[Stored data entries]

- - - -

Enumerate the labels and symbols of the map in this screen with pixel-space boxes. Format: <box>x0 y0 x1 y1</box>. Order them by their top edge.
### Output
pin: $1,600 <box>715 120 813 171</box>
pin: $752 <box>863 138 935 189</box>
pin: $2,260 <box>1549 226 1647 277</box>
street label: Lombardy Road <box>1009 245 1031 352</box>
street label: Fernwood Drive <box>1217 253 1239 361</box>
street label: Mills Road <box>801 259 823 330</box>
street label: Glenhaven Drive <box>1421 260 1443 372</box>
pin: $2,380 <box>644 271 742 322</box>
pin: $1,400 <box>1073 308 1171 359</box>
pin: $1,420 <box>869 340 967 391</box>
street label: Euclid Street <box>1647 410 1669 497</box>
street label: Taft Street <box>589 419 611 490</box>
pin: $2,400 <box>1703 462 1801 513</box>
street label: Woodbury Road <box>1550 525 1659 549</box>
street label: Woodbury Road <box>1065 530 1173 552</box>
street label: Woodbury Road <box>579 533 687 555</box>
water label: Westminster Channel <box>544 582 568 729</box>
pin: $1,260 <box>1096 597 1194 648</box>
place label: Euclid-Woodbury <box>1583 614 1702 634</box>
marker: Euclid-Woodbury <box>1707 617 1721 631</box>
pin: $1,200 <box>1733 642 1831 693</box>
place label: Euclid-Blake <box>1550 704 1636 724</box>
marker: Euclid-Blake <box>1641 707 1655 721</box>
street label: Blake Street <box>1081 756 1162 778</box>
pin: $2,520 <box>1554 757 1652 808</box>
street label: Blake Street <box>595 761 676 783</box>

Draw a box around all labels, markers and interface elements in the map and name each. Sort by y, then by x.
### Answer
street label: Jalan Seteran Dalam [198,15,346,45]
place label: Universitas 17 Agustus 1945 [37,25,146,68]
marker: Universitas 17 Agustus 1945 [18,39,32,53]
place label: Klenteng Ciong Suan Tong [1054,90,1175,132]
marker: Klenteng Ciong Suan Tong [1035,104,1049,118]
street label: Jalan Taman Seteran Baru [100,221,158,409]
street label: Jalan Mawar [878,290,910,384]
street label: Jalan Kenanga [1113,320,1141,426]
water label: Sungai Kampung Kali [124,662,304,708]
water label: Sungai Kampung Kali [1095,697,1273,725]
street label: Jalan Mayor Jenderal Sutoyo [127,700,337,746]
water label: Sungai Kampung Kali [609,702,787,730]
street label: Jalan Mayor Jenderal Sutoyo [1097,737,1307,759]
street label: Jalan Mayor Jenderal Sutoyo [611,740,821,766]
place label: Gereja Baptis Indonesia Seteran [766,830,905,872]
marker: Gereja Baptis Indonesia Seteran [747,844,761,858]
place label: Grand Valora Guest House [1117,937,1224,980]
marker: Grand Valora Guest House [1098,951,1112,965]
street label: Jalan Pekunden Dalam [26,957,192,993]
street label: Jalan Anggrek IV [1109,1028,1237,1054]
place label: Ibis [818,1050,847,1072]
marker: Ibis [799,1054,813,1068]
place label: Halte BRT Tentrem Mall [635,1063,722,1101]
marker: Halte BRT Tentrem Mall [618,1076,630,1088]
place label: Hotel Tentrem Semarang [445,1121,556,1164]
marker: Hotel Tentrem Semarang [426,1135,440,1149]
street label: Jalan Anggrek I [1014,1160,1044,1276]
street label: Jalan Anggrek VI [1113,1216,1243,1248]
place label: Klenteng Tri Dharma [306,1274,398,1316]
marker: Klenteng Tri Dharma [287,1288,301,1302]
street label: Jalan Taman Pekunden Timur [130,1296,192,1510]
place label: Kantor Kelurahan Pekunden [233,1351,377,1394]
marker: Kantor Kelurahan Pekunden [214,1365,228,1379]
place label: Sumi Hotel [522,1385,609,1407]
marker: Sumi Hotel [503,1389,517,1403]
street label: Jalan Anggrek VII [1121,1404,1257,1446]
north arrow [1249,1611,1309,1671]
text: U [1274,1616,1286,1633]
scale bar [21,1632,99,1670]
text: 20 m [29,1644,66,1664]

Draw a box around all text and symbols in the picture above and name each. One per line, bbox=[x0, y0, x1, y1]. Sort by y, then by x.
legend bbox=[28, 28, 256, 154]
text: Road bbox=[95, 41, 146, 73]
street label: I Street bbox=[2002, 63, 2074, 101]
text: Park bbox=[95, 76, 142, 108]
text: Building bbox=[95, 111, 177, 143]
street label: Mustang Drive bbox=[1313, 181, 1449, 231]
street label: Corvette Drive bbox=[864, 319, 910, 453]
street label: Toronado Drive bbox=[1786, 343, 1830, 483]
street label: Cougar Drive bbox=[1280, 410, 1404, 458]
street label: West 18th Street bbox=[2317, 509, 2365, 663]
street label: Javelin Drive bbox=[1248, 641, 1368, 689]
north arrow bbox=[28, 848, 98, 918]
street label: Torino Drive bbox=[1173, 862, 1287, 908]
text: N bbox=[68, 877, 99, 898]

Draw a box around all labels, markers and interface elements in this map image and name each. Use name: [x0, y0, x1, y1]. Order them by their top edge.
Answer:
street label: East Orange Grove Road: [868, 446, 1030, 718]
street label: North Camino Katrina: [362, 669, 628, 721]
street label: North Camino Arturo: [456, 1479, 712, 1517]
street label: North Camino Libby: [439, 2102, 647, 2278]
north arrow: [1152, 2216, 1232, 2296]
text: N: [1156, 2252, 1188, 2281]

- - - -

> **Problem description**
Look through the records and copy every line that has the word "Anggrek".

> **Answer box**
street label: Jalan Anggrek IV [1109,1028,1237,1054]
street label: Jalan Anggrek I [1014,1160,1044,1276]
street label: Jalan Anggrek VI [1113,1216,1243,1248]
street label: Jalan Anggrek VII [1121,1404,1257,1446]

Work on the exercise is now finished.